All medical procedures carry some degree of risk, and understanding the potential complications helps men make informed decisions. TURP complications include bleeding requiring transfusion in approximately two to five percent of cases, urinary tract infection, urethral stricture (scarring that narrows the urethra), bladder neck contracture, urinary incontinence in one to three percent of men, and the sexual side effects discussed earlier. While serious complications are relatively uncommon, the surgical nature of TURP means these risks cannot be eliminated entirely.

 

PAE carries a different risk profile reflecting its minimally invasive nature. The most common side effect is post-embolization syndrome—temporary pelvic discomfort, low-grade fever, and urinary frequency lasting several days. Serious complications are rare but can include urinary tract infection, acute urinary retention requiring temporary catheterization, and non-target embolization where beads inadvertently affect blood flow to other pelvic organs. When performed by an experienced interventional radiologist like Dr. Rafiei, who has completed over ten thousand image-guided procedures, the risk of complications is minimized through precise catheter placement and careful bead delivery.

 

One advantage of PAE is that it preserves future treatment options. If PAE doesn’t provide adequate symptom relief, TURP or other surgical procedures remain available. In contrast, TURP is generally a one-time definitive procedure, though repeat TURP can be performed if prostate tissue regrows years later. This flexibility allows men to try the less invasive approach first, reserving surgery as a backup option if needed.
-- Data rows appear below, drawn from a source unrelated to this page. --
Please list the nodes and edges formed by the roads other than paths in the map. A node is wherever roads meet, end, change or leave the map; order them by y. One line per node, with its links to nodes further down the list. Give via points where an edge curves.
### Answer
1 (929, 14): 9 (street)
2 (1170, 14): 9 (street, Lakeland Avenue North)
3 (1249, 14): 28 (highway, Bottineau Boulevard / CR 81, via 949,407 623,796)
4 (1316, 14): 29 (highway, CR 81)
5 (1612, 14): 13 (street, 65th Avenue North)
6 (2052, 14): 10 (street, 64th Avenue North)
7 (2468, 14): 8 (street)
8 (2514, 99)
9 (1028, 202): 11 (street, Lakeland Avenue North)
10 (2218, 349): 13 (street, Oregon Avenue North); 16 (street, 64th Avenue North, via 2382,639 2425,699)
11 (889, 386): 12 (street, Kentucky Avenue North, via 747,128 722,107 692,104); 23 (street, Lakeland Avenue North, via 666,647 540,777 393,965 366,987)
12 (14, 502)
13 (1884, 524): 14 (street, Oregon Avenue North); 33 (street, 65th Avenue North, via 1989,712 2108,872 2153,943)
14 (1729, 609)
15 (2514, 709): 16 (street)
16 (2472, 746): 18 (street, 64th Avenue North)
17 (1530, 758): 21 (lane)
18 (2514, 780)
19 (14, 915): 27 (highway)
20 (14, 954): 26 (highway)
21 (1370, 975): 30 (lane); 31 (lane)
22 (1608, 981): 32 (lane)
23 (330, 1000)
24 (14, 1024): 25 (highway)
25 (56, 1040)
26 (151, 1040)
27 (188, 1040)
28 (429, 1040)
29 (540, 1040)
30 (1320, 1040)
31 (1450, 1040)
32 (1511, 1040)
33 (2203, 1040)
Who Is a Good Candidate for Each Procedure

Determining whether PAE or TURP better suits an individual’s needs requires consideration of multiple factors. PAE works best for men with moderate to large prostates (typically thirty to eighty grams) who have bothersome urinary symptoms but haven’t developed complications like bladder stones or severe bladder dysfunction. Men who prioritize preserving sexual function, want to avoid surgery and hospitalization, or have medical conditions that increase surgical risk often find PAE particularly appealing.

 

TURP may be preferable for men with very large prostates exceeding eighty to one hundred grams, those who have developed complications requiring surgical intervention such as bladder stones or severe bladder damage, or men who prefer a single definitive procedure with faster initial symptom relief. Some men simply feel more comfortable with the established track record of TURP, which has been performed for decades with well-documented outcomes.

 

At Texas I.R., the approach emphasizes thorough evaluation and honest discussion of all options. Dr. Rafiei reviews each man’s prostate size, symptom severity, medical history, and personal priorities to recommend the most appropriate treatment approach. To explore whether PAE might be right for your situation, contact PAE in Katy to schedule a consultation.

 

The next article in this series, BPH Medications vs. PAE: Comparing Long-Term Effectiveness and Side Effects, examines how PAE compares to medical management with prescription medications.

Make an Informed Decision

You don’t have to accept surgery as your only option for BPH relief. PAE offers a proven, minimally invasive alternative that preserves sexual function, requires minimal recovery time, and achieves comparable symptom improvement. Take the time to learn about both approaches so you can choose the treatment that aligns with your health goals and personal priorities.